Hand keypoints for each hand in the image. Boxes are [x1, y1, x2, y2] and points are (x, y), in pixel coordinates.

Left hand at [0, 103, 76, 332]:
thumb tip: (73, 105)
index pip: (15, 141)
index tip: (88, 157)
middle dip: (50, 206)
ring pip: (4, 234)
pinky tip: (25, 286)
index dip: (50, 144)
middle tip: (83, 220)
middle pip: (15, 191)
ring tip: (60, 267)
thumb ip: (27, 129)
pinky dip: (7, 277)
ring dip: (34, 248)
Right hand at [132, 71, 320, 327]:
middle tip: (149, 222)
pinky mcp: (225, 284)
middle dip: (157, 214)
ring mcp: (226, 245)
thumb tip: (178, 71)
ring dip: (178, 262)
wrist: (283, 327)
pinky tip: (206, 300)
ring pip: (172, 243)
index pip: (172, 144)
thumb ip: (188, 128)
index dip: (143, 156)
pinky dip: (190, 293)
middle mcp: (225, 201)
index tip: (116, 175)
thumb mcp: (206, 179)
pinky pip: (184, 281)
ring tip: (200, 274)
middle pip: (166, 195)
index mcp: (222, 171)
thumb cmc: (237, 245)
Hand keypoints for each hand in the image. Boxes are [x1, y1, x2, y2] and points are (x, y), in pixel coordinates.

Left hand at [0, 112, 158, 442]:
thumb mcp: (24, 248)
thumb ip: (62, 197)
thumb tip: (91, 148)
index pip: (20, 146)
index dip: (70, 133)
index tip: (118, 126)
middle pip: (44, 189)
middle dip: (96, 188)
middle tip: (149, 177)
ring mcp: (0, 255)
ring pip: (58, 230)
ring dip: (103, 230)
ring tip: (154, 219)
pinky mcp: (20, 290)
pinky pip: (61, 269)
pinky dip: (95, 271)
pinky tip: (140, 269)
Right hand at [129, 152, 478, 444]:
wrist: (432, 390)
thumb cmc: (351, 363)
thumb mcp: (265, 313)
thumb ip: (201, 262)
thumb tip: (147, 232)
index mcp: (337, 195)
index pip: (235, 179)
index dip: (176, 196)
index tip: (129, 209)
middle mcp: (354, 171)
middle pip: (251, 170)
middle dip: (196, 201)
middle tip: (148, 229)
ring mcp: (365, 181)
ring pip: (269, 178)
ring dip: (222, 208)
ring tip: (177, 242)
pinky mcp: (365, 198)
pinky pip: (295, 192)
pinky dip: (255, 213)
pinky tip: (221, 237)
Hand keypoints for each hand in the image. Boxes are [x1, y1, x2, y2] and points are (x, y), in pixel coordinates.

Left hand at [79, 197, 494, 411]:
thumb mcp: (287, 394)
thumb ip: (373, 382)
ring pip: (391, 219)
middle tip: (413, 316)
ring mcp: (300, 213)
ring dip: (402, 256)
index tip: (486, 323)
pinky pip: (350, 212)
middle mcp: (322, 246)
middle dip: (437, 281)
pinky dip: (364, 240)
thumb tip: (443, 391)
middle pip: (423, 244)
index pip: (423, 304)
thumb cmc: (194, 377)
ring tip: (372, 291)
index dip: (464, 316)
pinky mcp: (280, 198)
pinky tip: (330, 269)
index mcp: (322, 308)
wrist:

● **EXERCISE BRIEF**
Set down each record above without changing a single word.

● **SOLUTION TO THIS PROBLEM**
Hand keypoints for each hand in the image. Boxes are [x1, y1, x2, y2] and points are (x, y), in pixel coordinates.

Left hand at [0, 103, 76, 332]:
thumb tip: (73, 105)
index pip: (15, 141)
index tip: (88, 157)
middle dip: (50, 206)
ring pip: (4, 234)
pinky tip: (25, 286)
index dip: (50, 144)
middle tip: (83, 220)
middle pip: (15, 191)
ring tip: (60, 267)
thumb ip: (27, 129)
pinky dip: (7, 277)
ring dip: (34, 248)
Right hand at [132, 71, 320, 327]:
middle tip: (149, 222)
pinky mcp: (225, 284)
middle dip: (157, 214)
ring mcp: (226, 245)
thumb tip: (178, 71)
ring dip: (178, 262)
wrist: (283, 327)
pinky tip: (206, 300)
ring pip: (172, 243)
index pip: (172, 144)
thumb ip: (188, 128)
index dip: (143, 156)
pinky dip: (190, 293)
middle mcp: (225, 201)
index tip: (116, 175)
thumb mcp: (206, 179)
pinky pip: (184, 281)
ring tip: (200, 274)
middle pip: (166, 195)
index mcp: (222, 171)
thumb cmc: (237, 245)
Hand keypoints for each hand in the image. Boxes are [x1, y1, x2, y2] and points are (x, y), in pixel coordinates.

Left hand at [0, 112, 158, 442]:
thumb mcp: (24, 248)
thumb ip: (62, 197)
thumb tip: (91, 148)
index pip: (20, 146)
index dip: (70, 133)
index tip: (118, 126)
middle pip: (44, 189)
middle dip: (96, 188)
middle tip: (149, 177)
ring mcp: (0, 255)
ring pip: (58, 230)
ring dip: (103, 230)
ring tip: (154, 219)
pinky mcp: (20, 290)
pinky pip: (61, 269)
pinky dip: (95, 271)
pinky tip: (140, 269)
Right hand at [129, 152, 478, 444]:
wrist: (432, 390)
thumb cmc: (351, 363)
thumb mcp: (265, 313)
thumb ip: (201, 262)
thumb tip: (147, 232)
index mcp: (337, 195)
index pip: (235, 179)
index dip: (176, 196)
index tip: (129, 209)
middle mcp: (354, 171)
middle pip: (251, 170)
middle dip: (196, 201)
middle tip: (148, 229)
ring mcp: (365, 181)
ring pip: (269, 178)
ring dip: (222, 208)
ring tip: (177, 242)
pinky mcp: (365, 198)
pinky pip: (295, 192)
pinky dip: (255, 213)
pinky tip: (221, 237)
Hand keypoints for each hand in the image. Boxes are [x1, y1, x2, y2] and points are (x, y), in pixel coordinates.

Left hand at [79, 197, 494, 411]:
thumb mcp: (287, 394)
thumb ip: (373, 382)
ring pip: (391, 219)
middle tip: (413, 316)
ring mcp: (300, 213)
ring dip: (402, 256)
index tip: (486, 323)
pinky pip: (350, 212)
middle mcp: (322, 246)
middle dip: (437, 281)
pinky dip: (364, 240)
thumb tip: (443, 391)
middle pip: (423, 244)
index pip: (423, 304)
thumb cmc: (194, 377)
ring tip: (372, 291)
index dip: (464, 316)
pinky mcp: (280, 198)
pinky tip: (330, 269)
index mcp: (322, 308)
wrist:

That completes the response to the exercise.